• **HOW TO COMPLETE THIS TASK**
Beginning at the line that contains "Annotate the street", write out every line down to the end of the records, with both ends kept and nothing added.
···
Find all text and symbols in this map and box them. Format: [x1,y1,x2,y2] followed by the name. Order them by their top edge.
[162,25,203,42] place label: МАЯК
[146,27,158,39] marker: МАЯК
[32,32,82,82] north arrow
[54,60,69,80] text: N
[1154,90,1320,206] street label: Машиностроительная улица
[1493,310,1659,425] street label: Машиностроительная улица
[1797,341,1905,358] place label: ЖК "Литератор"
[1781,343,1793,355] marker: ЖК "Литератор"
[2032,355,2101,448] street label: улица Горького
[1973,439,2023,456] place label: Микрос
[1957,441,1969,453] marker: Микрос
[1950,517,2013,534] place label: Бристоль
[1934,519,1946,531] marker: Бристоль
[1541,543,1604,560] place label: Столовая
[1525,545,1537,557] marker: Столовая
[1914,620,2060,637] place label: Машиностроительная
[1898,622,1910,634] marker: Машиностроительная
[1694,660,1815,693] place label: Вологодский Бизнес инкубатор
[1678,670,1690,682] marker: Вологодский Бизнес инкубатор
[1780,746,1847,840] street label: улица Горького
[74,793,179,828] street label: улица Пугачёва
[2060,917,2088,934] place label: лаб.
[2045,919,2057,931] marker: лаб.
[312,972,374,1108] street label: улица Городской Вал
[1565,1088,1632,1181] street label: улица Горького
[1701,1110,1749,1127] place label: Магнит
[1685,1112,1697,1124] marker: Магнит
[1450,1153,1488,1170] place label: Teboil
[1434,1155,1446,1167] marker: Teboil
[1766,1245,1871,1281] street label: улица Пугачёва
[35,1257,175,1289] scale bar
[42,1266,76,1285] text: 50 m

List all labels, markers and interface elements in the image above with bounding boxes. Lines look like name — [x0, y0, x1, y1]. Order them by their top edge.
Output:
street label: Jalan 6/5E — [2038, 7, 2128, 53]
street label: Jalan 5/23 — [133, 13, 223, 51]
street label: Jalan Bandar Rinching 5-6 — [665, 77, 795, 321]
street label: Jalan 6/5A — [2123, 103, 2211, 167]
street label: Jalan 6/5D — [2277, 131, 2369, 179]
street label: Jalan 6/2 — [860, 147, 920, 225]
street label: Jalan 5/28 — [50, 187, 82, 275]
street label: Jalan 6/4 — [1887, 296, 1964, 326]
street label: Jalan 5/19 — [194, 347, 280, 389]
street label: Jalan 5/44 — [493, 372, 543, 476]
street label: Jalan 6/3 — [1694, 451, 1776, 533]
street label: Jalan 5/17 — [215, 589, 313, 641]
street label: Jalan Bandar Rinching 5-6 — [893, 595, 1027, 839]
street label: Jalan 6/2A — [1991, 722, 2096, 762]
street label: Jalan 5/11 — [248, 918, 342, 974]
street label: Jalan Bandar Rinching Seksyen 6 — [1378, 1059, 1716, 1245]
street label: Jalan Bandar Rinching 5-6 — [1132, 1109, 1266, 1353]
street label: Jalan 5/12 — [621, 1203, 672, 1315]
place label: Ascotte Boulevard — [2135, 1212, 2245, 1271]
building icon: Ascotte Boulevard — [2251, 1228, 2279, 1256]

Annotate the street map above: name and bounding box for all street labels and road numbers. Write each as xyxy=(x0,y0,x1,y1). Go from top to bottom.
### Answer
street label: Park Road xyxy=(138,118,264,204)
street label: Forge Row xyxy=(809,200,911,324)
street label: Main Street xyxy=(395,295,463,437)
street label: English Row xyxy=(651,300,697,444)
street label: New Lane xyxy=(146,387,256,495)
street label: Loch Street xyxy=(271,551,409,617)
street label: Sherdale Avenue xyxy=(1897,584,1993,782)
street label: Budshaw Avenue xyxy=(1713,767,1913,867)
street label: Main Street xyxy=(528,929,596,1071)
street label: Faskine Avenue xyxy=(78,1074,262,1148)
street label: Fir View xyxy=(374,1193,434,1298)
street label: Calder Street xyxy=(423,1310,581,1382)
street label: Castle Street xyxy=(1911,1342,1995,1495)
···
• **RESPONSE FOR THIS EXERCISE**
Annotate the street map above: name and bounding box for all street labels and road numbers. Write each as xyxy=(x0,y0,x1,y1). Go from top to bottom.
### Answer
street label: Park Road xyxy=(138,118,264,204)
street label: Forge Row xyxy=(809,200,911,324)
street label: Main Street xyxy=(395,295,463,437)
street label: English Row xyxy=(651,300,697,444)
street label: New Lane xyxy=(146,387,256,495)
street label: Loch Street xyxy=(271,551,409,617)
street label: Sherdale Avenue xyxy=(1897,584,1993,782)
street label: Budshaw Avenue xyxy=(1713,767,1913,867)
street label: Main Street xyxy=(528,929,596,1071)
street label: Faskine Avenue xyxy=(78,1074,262,1148)
street label: Fir View xyxy=(374,1193,434,1298)
street label: Calder Street xyxy=(423,1310,581,1382)
street label: Castle Street xyxy=(1911,1342,1995,1495)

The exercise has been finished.